* **What to produce**
The output is the lines below from the one with "context = document.querySelector('canvas').getContext('2d');" through the one with "context.rotate((+turn || 0)", both included, printed exactly and with no other line.

Available records Block Start

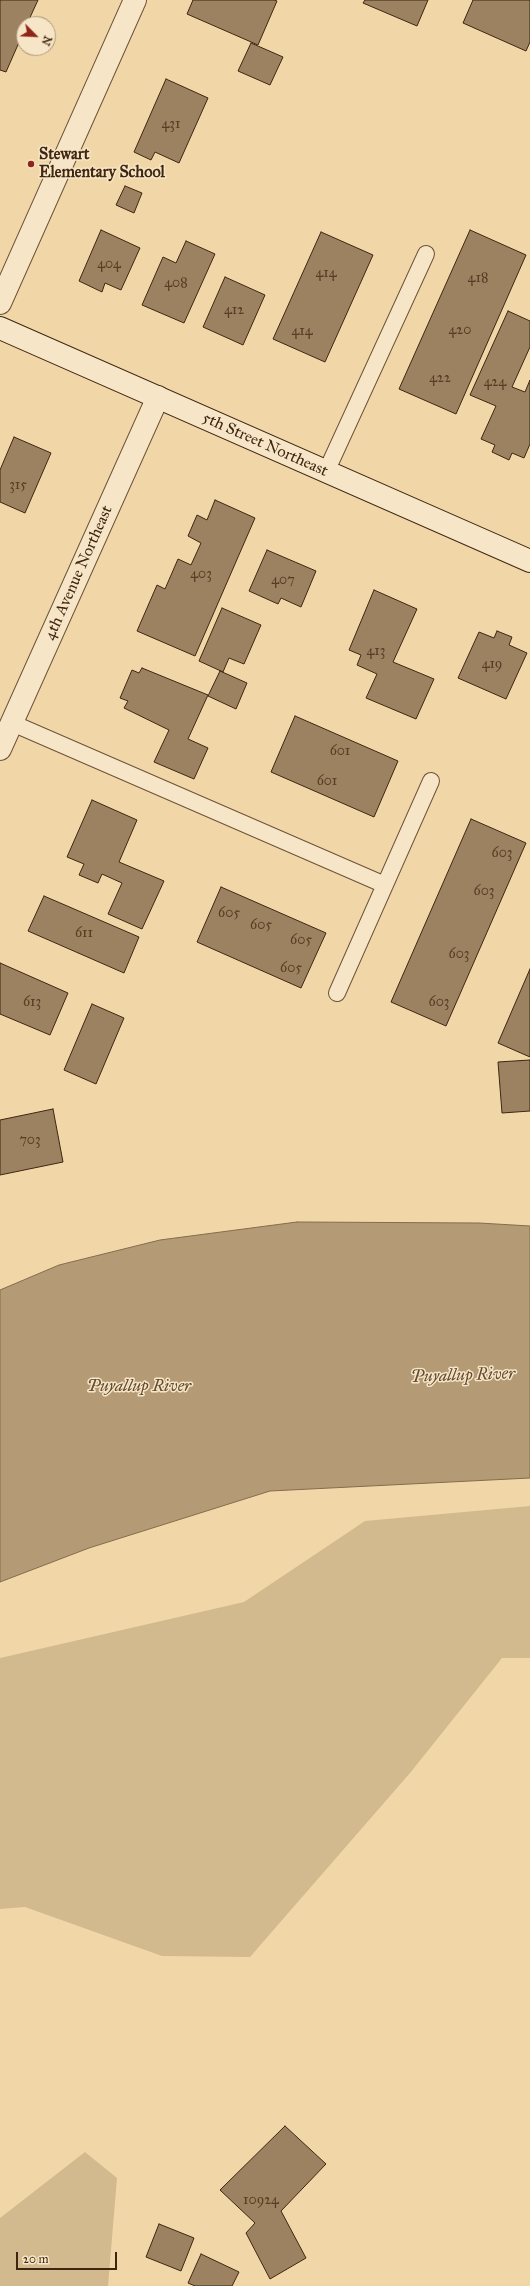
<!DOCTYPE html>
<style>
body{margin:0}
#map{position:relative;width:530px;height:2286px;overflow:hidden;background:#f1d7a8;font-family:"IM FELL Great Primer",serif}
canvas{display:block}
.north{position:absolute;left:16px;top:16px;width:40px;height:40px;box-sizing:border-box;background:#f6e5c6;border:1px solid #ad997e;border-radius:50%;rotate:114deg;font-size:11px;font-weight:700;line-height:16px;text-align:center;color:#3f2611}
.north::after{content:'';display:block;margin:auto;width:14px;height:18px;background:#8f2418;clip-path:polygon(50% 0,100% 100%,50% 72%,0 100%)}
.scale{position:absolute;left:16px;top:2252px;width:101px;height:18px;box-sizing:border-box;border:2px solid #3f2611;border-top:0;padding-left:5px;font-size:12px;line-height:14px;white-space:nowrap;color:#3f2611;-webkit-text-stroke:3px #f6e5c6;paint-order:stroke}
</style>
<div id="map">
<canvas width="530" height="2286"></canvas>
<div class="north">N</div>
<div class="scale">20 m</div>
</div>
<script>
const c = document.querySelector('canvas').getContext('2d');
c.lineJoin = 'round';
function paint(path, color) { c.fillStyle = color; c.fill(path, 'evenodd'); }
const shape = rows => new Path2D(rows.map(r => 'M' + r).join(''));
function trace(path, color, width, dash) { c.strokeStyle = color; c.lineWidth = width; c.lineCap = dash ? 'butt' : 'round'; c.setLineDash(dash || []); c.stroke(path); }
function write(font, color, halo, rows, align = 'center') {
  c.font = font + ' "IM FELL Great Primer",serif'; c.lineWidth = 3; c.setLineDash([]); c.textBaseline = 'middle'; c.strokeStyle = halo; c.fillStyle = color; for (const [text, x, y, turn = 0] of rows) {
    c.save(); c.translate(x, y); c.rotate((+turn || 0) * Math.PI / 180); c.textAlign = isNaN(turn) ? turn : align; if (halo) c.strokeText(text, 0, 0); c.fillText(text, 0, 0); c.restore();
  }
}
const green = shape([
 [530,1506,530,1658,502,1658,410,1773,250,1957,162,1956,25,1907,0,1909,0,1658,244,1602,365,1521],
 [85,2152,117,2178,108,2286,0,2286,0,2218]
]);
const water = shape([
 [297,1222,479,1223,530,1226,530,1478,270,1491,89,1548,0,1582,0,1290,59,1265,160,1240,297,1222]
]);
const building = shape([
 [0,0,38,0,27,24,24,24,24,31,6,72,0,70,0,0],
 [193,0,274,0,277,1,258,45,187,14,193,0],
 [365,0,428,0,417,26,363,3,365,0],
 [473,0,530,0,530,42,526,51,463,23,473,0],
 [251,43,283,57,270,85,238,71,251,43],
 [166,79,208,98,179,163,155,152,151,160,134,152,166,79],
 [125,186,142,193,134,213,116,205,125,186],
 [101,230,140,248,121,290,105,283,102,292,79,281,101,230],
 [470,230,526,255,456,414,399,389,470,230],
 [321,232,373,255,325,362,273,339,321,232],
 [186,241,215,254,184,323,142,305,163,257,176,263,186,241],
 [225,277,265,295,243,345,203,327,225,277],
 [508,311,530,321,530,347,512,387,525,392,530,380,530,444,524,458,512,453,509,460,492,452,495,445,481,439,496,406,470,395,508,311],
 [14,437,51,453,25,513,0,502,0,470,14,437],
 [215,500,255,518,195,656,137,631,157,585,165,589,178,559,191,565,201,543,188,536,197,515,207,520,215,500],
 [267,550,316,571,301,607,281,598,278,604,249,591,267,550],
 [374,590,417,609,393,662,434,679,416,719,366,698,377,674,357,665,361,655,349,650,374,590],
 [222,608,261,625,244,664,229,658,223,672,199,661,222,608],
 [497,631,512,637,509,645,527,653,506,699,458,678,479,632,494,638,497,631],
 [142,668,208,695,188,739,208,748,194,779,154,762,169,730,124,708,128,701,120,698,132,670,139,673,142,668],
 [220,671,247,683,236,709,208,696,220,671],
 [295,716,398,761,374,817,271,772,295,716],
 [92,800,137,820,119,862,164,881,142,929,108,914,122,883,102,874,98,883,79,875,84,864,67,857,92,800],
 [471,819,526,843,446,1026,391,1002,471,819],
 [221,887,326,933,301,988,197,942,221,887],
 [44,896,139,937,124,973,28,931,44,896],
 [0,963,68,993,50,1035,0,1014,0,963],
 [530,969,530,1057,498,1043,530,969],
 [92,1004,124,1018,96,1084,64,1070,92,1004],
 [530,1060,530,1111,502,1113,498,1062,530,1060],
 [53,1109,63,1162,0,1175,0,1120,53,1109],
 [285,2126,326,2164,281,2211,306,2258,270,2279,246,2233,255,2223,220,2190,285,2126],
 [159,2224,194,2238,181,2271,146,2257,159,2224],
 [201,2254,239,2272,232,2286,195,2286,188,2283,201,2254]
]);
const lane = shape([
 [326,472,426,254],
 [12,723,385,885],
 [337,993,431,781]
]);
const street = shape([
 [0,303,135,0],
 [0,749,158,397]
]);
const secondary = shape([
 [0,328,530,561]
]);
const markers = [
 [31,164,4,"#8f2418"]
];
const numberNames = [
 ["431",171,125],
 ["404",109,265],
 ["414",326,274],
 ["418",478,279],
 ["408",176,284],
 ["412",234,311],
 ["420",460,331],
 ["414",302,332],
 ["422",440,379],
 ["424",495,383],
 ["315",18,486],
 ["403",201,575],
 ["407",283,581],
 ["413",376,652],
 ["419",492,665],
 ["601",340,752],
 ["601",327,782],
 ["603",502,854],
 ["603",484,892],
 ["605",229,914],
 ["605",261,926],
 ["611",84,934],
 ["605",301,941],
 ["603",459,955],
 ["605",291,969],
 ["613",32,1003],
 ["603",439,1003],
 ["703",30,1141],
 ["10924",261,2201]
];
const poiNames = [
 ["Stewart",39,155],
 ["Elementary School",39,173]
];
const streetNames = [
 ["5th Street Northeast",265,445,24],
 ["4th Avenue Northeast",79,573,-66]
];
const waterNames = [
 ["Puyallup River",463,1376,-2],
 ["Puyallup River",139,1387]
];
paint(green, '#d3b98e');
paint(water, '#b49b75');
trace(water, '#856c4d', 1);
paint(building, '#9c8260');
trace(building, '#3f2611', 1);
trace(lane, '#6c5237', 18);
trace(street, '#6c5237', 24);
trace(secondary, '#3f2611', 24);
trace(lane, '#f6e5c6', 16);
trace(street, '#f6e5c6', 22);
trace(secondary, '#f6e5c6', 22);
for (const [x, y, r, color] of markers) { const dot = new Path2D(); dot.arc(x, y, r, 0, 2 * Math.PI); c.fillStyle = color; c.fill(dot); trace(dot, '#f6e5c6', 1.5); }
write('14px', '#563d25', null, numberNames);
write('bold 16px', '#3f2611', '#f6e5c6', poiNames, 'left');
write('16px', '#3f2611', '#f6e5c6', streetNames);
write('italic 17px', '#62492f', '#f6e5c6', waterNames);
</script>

Available records Block End
Available records Block Start

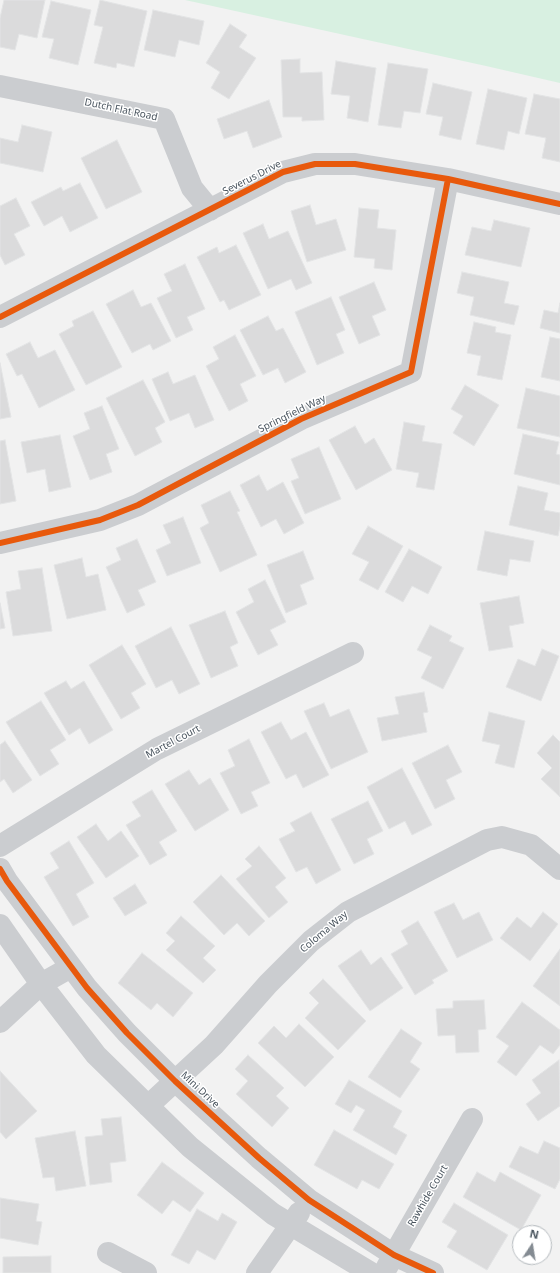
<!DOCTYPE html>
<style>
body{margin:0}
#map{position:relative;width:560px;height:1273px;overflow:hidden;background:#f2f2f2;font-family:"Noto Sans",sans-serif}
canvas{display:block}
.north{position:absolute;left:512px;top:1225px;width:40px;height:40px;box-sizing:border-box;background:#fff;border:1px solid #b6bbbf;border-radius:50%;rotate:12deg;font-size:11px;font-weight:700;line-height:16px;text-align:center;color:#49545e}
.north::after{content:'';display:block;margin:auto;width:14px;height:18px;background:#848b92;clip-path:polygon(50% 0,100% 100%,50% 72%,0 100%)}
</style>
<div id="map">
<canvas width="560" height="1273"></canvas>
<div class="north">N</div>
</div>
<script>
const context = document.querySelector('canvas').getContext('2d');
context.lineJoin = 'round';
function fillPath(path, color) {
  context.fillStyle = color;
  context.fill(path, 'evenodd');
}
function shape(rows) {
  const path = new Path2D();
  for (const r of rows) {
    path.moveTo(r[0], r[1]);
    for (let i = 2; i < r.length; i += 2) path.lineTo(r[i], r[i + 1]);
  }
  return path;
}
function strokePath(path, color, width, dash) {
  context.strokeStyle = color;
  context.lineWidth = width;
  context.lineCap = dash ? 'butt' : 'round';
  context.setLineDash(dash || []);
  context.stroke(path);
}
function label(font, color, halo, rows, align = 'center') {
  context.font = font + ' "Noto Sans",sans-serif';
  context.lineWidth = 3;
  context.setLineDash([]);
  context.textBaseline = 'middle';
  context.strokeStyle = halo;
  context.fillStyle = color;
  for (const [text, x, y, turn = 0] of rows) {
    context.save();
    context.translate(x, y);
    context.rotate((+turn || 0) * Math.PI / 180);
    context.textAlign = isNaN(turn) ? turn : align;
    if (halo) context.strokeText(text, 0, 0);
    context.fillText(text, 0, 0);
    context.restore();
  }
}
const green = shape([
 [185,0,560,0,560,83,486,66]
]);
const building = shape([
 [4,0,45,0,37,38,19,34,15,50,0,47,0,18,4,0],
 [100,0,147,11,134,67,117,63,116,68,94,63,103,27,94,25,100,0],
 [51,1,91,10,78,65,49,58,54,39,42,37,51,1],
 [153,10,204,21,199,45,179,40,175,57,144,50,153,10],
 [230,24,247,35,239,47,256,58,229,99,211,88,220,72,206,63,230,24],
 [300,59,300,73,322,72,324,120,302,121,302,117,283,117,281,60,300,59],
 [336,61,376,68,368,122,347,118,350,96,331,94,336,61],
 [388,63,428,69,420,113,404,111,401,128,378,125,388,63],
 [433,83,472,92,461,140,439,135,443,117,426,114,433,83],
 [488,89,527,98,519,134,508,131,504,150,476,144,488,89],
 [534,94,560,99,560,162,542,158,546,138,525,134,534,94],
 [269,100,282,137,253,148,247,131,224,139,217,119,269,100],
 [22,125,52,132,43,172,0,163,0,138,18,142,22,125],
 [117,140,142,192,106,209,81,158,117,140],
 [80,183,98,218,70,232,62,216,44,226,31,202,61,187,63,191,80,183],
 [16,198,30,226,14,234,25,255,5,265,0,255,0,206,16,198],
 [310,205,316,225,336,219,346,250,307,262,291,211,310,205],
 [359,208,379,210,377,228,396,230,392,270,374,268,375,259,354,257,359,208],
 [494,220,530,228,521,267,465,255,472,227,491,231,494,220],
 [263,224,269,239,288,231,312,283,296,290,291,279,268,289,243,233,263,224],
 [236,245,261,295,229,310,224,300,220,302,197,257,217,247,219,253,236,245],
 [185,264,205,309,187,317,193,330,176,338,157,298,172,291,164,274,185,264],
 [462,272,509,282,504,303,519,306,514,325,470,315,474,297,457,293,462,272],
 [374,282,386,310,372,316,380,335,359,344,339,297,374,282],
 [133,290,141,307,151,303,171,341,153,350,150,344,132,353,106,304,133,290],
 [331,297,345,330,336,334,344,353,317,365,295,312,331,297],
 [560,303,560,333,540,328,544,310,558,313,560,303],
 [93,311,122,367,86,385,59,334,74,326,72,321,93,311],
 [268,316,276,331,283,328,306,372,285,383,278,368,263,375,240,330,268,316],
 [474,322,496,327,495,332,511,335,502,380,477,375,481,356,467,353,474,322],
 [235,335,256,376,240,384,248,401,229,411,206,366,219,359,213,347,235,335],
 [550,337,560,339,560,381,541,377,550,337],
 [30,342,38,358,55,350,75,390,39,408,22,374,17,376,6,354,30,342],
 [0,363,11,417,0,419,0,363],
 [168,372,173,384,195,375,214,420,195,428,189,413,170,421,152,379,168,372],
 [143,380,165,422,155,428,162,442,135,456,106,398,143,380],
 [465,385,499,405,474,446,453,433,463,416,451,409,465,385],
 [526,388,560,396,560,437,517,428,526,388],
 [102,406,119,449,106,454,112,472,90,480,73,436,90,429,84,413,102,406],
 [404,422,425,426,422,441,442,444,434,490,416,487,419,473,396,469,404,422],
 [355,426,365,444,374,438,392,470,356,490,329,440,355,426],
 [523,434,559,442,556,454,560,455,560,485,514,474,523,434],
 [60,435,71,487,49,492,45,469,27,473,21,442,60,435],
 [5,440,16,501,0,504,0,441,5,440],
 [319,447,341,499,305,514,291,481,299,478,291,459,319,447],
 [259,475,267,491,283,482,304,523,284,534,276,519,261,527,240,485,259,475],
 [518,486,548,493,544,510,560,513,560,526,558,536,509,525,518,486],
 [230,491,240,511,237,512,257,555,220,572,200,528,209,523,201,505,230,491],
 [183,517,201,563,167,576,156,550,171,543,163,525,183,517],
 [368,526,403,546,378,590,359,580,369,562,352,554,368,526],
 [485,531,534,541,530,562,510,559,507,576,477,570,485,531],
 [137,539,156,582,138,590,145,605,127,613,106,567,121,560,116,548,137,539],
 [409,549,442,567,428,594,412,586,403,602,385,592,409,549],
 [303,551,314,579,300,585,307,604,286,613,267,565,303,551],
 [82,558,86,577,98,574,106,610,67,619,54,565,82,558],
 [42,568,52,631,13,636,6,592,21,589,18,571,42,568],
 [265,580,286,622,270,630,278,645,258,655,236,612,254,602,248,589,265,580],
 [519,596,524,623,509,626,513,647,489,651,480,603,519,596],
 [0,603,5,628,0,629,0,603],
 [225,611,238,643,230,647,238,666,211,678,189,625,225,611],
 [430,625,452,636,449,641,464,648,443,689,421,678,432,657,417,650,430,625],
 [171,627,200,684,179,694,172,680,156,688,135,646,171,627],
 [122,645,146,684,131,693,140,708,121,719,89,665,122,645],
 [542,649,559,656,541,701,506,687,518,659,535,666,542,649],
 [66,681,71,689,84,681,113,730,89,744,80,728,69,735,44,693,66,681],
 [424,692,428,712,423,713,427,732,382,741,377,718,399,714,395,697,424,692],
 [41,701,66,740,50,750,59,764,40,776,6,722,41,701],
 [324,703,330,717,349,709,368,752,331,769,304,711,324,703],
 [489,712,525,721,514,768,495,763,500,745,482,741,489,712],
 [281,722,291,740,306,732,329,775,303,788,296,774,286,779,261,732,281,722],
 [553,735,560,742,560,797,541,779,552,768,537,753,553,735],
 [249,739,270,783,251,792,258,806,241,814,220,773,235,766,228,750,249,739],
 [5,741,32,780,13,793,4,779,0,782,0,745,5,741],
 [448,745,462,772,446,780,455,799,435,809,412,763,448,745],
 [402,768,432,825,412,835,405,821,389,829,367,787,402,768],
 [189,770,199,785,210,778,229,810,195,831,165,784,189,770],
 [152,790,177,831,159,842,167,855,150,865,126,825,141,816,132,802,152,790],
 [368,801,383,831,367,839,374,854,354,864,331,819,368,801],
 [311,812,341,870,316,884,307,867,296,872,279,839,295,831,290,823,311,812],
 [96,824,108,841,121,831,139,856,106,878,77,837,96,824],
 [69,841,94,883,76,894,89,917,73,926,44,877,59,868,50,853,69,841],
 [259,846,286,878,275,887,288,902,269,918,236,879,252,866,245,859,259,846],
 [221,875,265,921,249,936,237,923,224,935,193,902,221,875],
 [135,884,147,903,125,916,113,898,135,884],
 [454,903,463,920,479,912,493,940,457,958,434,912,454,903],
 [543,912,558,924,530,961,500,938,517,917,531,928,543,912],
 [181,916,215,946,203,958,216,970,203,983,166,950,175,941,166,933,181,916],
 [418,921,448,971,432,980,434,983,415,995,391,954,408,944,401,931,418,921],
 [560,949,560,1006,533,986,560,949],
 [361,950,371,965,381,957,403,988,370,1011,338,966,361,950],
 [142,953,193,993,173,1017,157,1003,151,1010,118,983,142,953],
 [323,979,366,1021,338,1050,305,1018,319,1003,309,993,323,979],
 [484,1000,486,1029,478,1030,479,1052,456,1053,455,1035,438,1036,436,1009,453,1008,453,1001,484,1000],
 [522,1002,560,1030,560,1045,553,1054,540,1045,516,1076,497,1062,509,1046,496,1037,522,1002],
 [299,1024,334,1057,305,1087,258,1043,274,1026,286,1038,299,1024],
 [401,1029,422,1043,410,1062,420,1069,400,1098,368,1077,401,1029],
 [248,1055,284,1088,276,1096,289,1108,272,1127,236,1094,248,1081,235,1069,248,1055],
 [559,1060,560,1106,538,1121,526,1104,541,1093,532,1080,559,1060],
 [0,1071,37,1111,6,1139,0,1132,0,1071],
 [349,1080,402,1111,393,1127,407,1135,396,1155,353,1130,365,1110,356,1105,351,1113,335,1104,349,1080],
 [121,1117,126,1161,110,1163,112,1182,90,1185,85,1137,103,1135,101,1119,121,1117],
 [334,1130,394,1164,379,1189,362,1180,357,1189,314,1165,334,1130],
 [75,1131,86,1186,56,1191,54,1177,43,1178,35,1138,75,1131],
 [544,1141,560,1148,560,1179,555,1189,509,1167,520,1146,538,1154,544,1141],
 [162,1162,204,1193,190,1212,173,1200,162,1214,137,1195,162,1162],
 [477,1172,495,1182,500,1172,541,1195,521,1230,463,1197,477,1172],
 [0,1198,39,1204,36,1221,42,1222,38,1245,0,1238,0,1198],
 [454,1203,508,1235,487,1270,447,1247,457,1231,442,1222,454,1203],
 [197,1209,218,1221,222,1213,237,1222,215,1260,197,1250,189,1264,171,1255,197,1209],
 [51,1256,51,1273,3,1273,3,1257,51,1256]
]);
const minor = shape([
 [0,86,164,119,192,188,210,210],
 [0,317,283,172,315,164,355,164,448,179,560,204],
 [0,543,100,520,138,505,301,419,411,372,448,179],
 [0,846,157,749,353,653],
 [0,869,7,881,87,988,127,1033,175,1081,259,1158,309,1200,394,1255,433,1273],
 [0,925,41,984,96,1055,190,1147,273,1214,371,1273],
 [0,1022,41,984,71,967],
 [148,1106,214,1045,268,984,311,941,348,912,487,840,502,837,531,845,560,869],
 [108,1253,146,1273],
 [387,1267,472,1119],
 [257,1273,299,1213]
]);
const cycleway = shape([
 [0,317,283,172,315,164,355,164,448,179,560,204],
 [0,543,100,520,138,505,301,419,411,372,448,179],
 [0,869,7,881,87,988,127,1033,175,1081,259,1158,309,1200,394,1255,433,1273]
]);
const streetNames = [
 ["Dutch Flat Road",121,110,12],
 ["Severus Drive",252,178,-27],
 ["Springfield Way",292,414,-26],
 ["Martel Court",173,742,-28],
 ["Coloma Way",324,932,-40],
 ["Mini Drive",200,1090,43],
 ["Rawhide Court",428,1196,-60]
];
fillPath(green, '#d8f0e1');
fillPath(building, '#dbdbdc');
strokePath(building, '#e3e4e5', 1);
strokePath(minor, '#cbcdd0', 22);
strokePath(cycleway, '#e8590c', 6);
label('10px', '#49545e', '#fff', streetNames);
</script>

Available records Block End

* **Answer for this exercise**
const context = document.querySelector('canvas').getContext('2d');
context.lineJoin = 'round';
function fillPath(path, color) {
  context.fillStyle = color;
  context.fill(path, 'evenodd');
}
function shape(rows) {
  const path = new Path2D();
  for (const r of rows) {
    path.moveTo(r[0], r[1]);
    for (let i = 2; i < r.length; i += 2) path.lineTo(r[i], r[i + 1]);
  }
  return path;
}
function strokePath(path, color, width, dash) {
  context.strokeStyle = color;
  context.lineWidth = width;
  context.lineCap = dash ? 'butt' : 'round';
  context.setLineDash(dash || []);
  context.stroke(path);
}
function label(font, color, halo, rows, align = 'center') {
  context.font = font + ' "Noto Sans",sans-serif';
  context.lineWidth = 3;
  context.setLineDash([]);
  context.textBaseline = 'middle';
  context.strokeStyle = halo;
  context.fillStyle = color;
  for (const [text, x, y, turn = 0] of rows) {
    context.save();
    context.translate(x, y);
    context.rotate((+turn || 0) * Math.PI / 180);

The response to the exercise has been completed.